[Opening Data excerpts section]

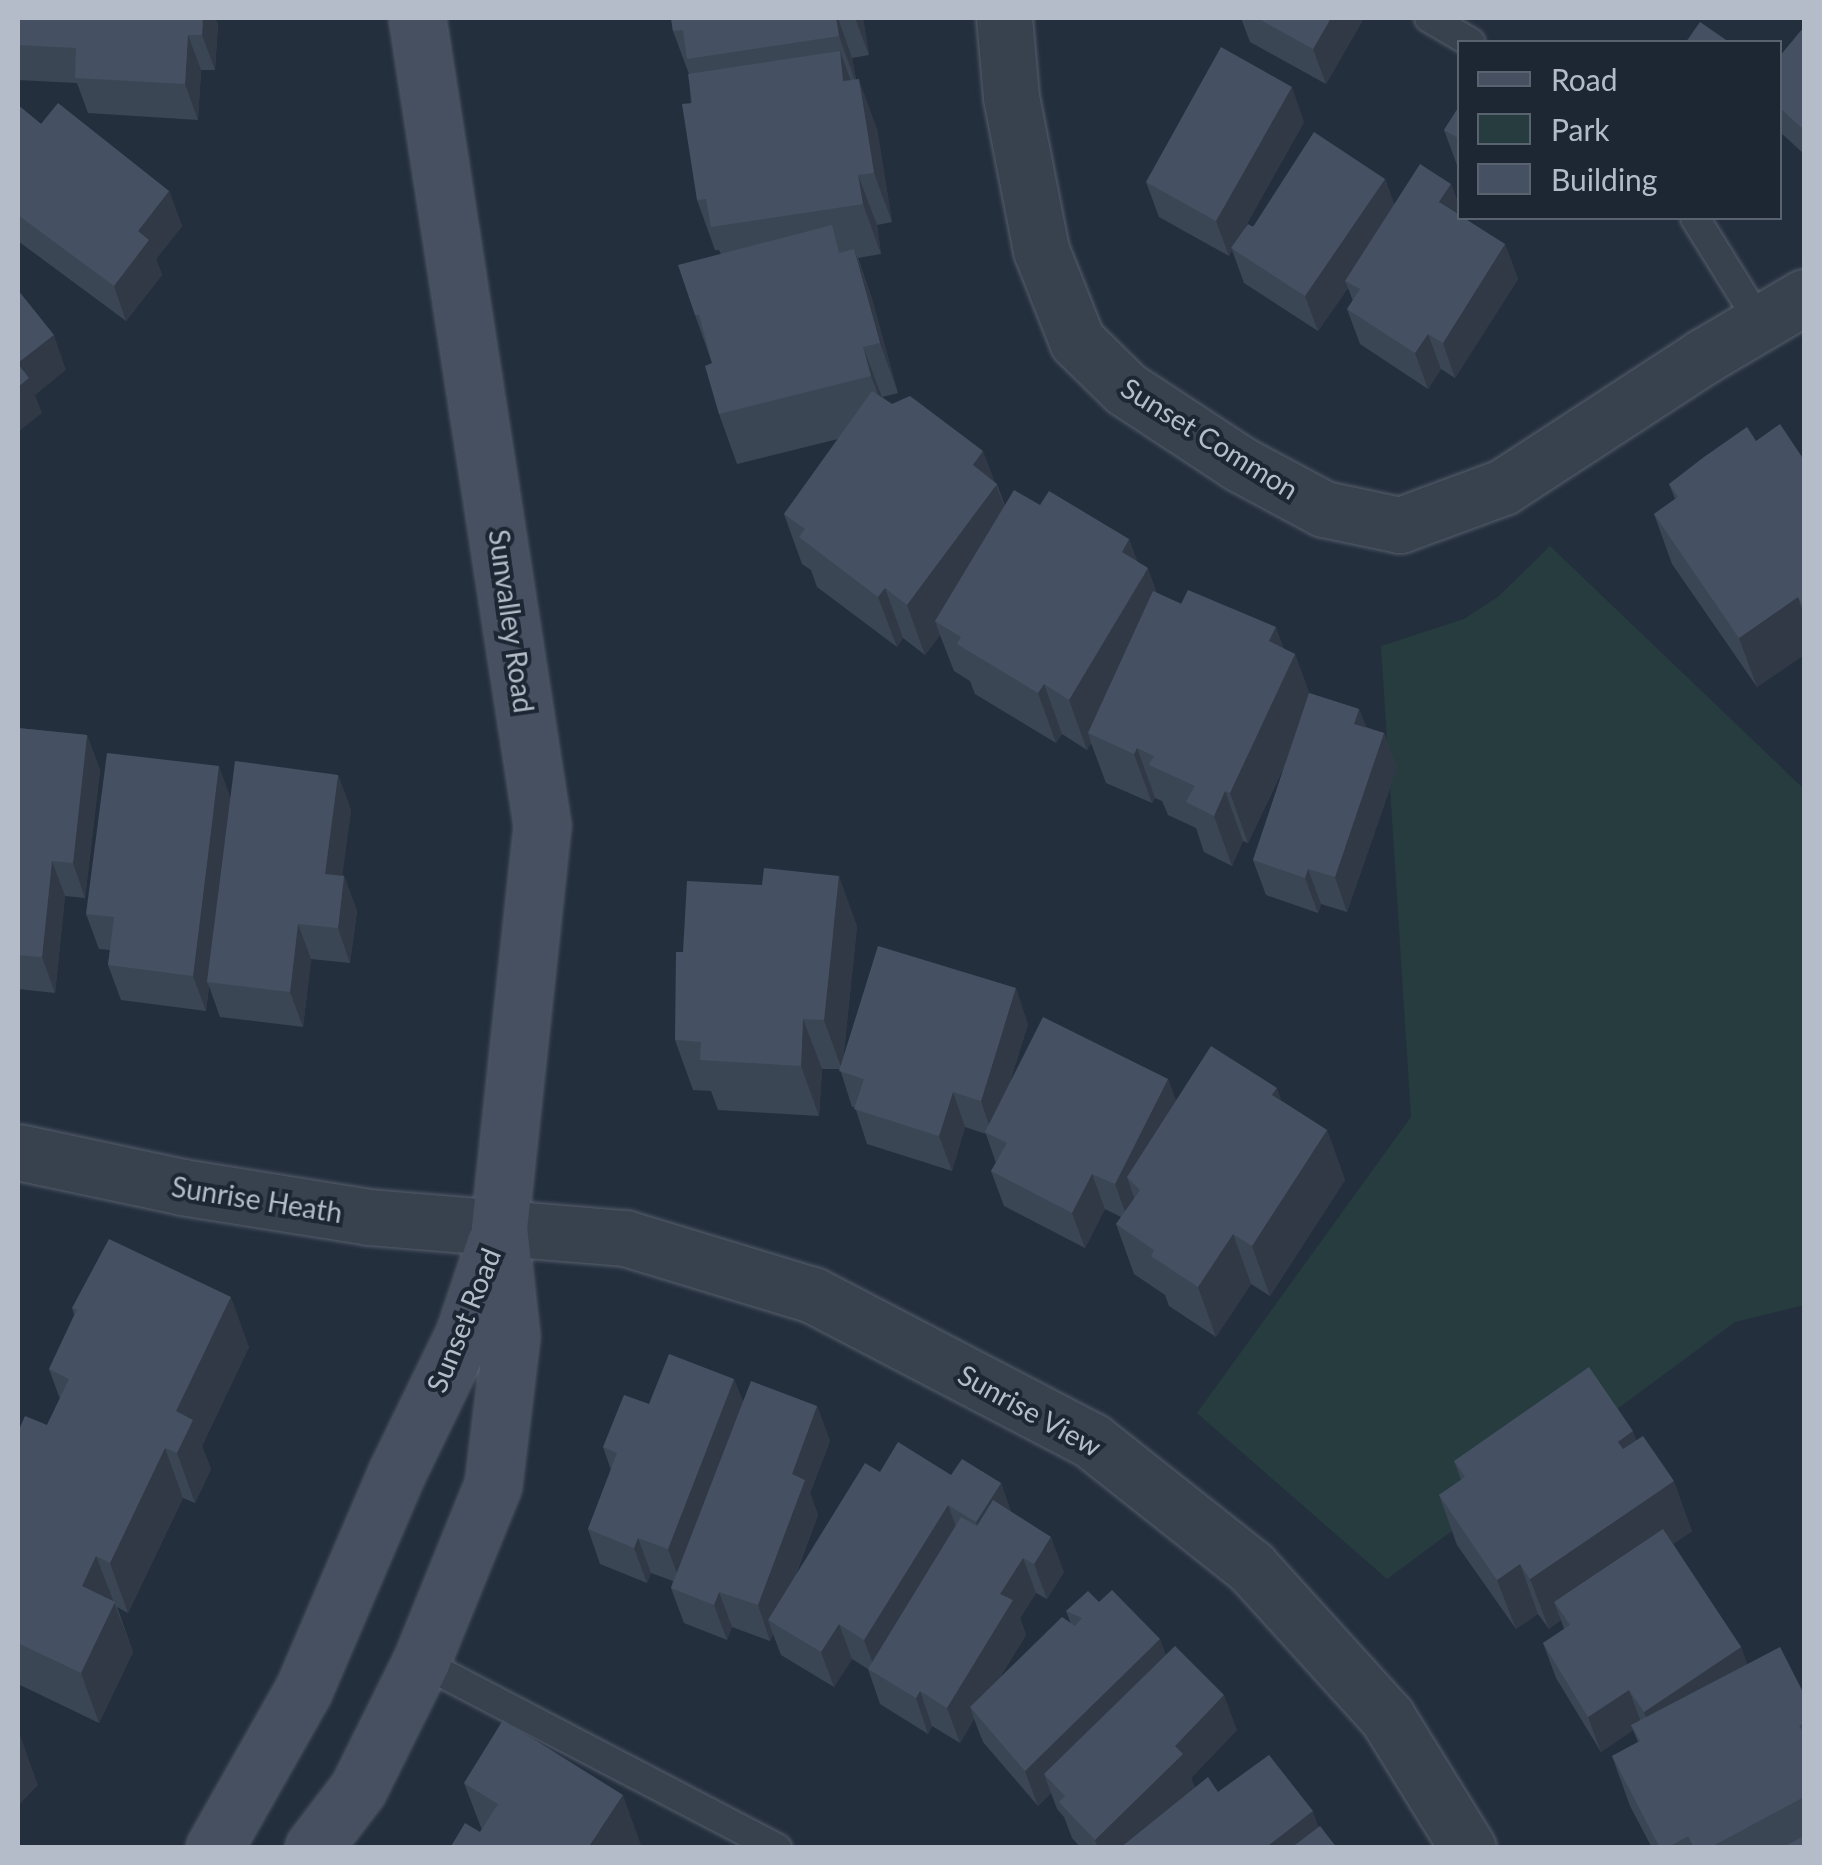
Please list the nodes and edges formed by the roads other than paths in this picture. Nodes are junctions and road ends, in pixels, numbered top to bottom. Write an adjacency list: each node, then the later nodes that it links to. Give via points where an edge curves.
1 (417, 18): 8 (street, Sunvalley Road, via 542,825)
2 (1004, 18): 6 (street, Sunset Common, via 1011,97 1041,250 1077,341 1126,389 1240,464 1324,509 1400,526 1504,487)
3 (1430, 18): 4 (lane)
4 (1467, 40)
5 (1697, 220): 6 (lane)
6 (1782, 310)
7 (18, 1152): 8 (street, Sunrise Heath, via 270,1202)
8 (499, 1228): 9 (street, Sunset Road, via 511,1336 492,1485); 10 (street, Sunset Road, via 464,1334 303,1691); 13 (street, Sunrise View, via 625,1238 813,1295 1092,1440 1252,1567 1388,1717)
9 (421, 1662): 11 (street, Sunset Road, via 358,1789); 12 (lane)
10 (214, 1848)
11 (313, 1848)
12 (777, 1848)
13 (1468, 1848)

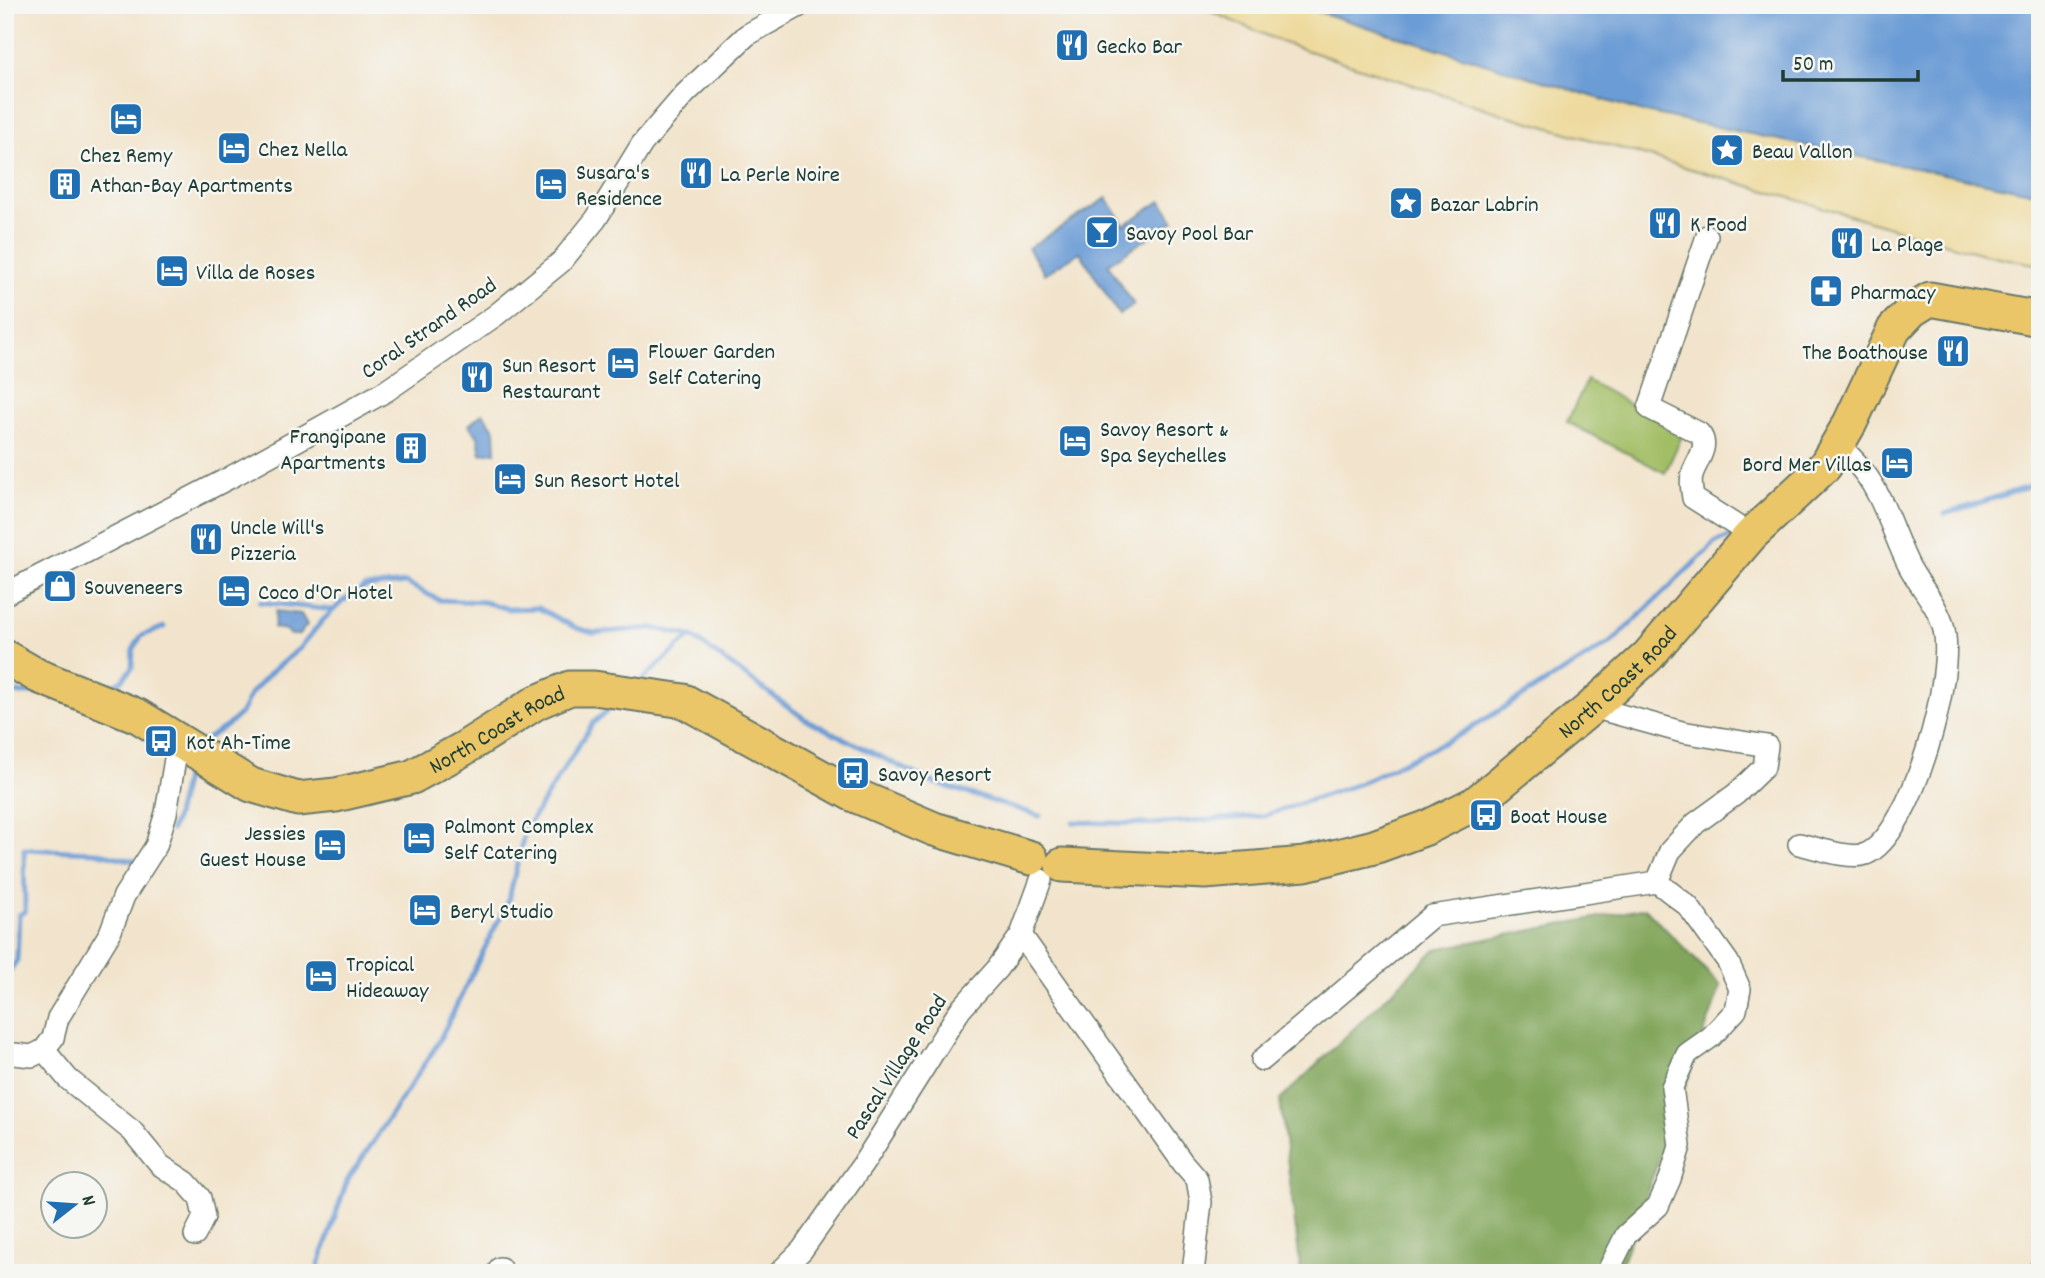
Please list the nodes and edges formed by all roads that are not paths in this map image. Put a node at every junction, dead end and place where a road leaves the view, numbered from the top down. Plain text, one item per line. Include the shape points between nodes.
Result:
1 (801, 5) edge
2 (1707, 236) dead end
3 (2040, 319) edge
4 (1838, 444) junction
5 (1751, 535) junction
6 (5, 594) edge
7 (5, 657) edge
8 (1592, 707) junction
9 (181, 741) junction
10 (1799, 844) dead end
11 (1045, 868) junction
12 (1657, 882) junction
13 (1021, 935) junction
14 (44, 1050) junction
15 (5, 1054) edge
16 (1262, 1060) dead end
17 (195, 1235) dead end
18 (779, 1273) edge
19 (1193, 1273) edge
20 (1607, 1273) edge

1 - 6 street, Coral Strand Road via 747,35 685,94 642,144 596,219 561,262 496,315 386,391
2 - 5 street via 1649,408 1704,438 1692,474 1693,499
3 - 4 main road, North Coast Road via 1930,299 1912,310 1894,329
4 - 5 main road, North Coast Road via 1825,466
4 - 10 street via 1865,472 1940,618 1946,643 1944,682 1922,771 1891,832 1869,853 1854,857
5 - 8 main road, North Coast Road via 1648,656
7 - 9 main road, North Coast Road via 38,676 138,716
8 - 11 main road, North Coast Road via 1476,803 1374,847 1304,864 1205,872
8 - 12 street via 1682,732 1767,746 1764,767 1696,823 1670,851
9 - 11 main road, North Coast Road via 251,785 298,799 412,777 537,702 570,688 684,701 852,794 934,830
9 - 14 street via 156,846 124,896 110,933 76,986
11 - 13 street, Pascal Village Road
12 - 16 street via 1432,916
12 - 20 street via 1688,906 1728,962 1740,989 1736,1010 1687,1054 1672,1087 1679,1146 1670,1180 1658,1206 1626,1235
13 - 18 street, Pascal Village Road via 960,1010 863,1164 802,1250
13 - 19 street via 1197,1179 1201,1202
14 - 15 street via 32,1056
14 - 17 street via 68,1079 132,1130 160,1165 200,1198 204,1217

[Closing Data excerpts section]

Your task – A faithful copy of every record is needed here. Leave the images out of it.

Reply –
Please list the nodes and edges formed by the roads other than paths in this picture. Nodes are junctions and road ends, in pixels, numbered top to bottom. Write an adjacency list: each node, then the later nodes that it links to. Give via points where an edge curves.
1 (417, 18): 8 (street, Sunvalley Road, via 542,825)
2 (1004, 18): 6 (street, Sunset Common, via 1011,97 1041,250 1077,341 1126,389 1240,464 1324,509 1400,526 1504,487)
3 (1430, 18): 4 (lane)
4 (1467, 40)
5 (1697, 220): 6 (lane)
6 (1782, 310)
7 (18, 1152): 8 (street, Sunrise Heath, via 270,1202)
8 (499, 1228): 9 (street, Sunset Road, via 511,1336 492,1485); 10 (street, Sunset Road, via 464,1334 303,1691); 13 (street, Sunrise View, via 625,1238 813,1295 1092,1440 1252,1567 1388,1717)
9 (421, 1662): 11 (street, Sunset Road, via 358,1789); 12 (lane)
10 (214, 1848)
11 (313, 1848)
12 (777, 1848)
13 (1468, 1848)

Please list the nodes and edges formed by all roads that are not paths in this map image. Put a node at every junction, dead end and place where a road leaves the view, numbered from the top down. Plain text, one item per line. Include the shape points between nodes.
Result:
1 (801, 5) edge
2 (1707, 236) dead end
3 (2040, 319) edge
4 (1838, 444) junction
5 (1751, 535) junction
6 (5, 594) edge
7 (5, 657) edge
8 (1592, 707) junction
9 (181, 741) junction
10 (1799, 844) dead end
11 (1045, 868) junction
12 (1657, 882) junction
13 (1021, 935) junction
14 (44, 1050) junction
15 (5, 1054) edge
16 (1262, 1060) dead end
17 (195, 1235) dead end
18 (779, 1273) edge
19 (1193, 1273) edge
20 (1607, 1273) edge

1 - 6 street, Coral Strand Road via 747,35 685,94 642,144 596,219 561,262 496,315 386,391
2 - 5 street via 1649,408 1704,438 1692,474 1693,499
3 - 4 main road, North Coast Road via 1930,299 1912,310 1894,329
4 - 5 main road, North Coast Road via 1825,466
4 - 10 street via 1865,472 1940,618 1946,643 1944,682 1922,771 1891,832 1869,853 1854,857
5 - 8 main road, North Coast Road via 1648,656
7 - 9 main road, North Coast Road via 38,676 138,716
8 - 11 main road, North Coast Road via 1476,803 1374,847 1304,864 1205,872
8 - 12 street via 1682,732 1767,746 1764,767 1696,823 1670,851
9 - 11 main road, North Coast Road via 251,785 298,799 412,777 537,702 570,688 684,701 852,794 934,830
9 - 14 street via 156,846 124,896 110,933 76,986
11 - 13 street, Pascal Village Road
12 - 16 street via 1432,916
12 - 20 street via 1688,906 1728,962 1740,989 1736,1010 1687,1054 1672,1087 1679,1146 1670,1180 1658,1206 1626,1235
13 - 18 street, Pascal Village Road via 960,1010 863,1164 802,1250
13 - 19 street via 1197,1179 1201,1202
14 - 15 street via 32,1056
14 - 17 street via 68,1079 132,1130 160,1165 200,1198 204,1217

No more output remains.